Input data Block Start

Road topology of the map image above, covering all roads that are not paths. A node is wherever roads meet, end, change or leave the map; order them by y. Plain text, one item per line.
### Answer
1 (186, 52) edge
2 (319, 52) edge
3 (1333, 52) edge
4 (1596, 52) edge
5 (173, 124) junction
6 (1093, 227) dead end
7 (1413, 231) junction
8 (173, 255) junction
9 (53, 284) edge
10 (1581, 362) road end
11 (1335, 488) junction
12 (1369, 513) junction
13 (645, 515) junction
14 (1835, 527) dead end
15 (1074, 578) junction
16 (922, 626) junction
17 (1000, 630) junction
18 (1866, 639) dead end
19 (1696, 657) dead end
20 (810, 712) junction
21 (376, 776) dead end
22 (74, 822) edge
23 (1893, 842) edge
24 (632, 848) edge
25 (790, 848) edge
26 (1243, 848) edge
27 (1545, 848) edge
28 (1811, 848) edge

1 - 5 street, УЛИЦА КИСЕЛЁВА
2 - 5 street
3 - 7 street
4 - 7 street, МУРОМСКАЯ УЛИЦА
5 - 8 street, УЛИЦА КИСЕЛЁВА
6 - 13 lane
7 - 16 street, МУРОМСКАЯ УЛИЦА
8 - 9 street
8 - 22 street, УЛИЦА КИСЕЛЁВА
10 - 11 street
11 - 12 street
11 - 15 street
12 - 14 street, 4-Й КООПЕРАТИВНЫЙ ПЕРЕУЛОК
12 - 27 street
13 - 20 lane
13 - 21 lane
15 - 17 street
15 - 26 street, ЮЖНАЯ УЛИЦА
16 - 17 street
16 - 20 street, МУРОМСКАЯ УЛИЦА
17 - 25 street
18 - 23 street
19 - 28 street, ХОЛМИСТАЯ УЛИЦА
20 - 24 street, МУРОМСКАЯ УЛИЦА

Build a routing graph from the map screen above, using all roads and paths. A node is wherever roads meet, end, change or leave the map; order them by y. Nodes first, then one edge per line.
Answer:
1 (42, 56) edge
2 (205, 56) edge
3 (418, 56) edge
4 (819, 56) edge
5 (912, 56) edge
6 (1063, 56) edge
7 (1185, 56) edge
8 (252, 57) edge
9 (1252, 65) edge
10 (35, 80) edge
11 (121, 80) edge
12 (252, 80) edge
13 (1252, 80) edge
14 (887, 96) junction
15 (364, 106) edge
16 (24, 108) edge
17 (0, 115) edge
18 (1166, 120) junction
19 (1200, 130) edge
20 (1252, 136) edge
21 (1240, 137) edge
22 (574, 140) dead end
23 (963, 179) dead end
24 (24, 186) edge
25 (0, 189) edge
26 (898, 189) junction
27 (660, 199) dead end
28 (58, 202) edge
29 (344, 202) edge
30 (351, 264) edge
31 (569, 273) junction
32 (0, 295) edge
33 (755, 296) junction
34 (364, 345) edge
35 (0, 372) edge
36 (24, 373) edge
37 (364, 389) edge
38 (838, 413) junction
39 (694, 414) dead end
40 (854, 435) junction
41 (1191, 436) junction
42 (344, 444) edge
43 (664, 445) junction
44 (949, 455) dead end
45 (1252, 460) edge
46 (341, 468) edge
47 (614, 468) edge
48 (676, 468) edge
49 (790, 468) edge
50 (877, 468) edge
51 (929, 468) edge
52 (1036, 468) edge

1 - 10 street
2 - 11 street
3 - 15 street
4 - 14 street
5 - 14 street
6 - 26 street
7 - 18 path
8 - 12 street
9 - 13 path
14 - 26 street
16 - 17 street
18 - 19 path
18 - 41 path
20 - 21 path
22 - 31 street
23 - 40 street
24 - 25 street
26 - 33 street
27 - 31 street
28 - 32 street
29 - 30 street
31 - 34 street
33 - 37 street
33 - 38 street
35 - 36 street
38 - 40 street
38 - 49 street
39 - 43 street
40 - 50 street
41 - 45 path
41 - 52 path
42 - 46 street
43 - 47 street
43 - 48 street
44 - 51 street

Input data Block End

**Work instruction**
Return each line from the data where the string "paths" can be found.

**Written reply**
Road topology of the map image above, covering all roads that are not paths. A node is wherever roads meet, end, change or leave the map; order them by y. Plain text, one item per line.
Build a routing graph from the map screen above, using all roads and paths. A node is wherever roads meet, end, change or leave the map; order them by y. Nodes first, then one edge per line.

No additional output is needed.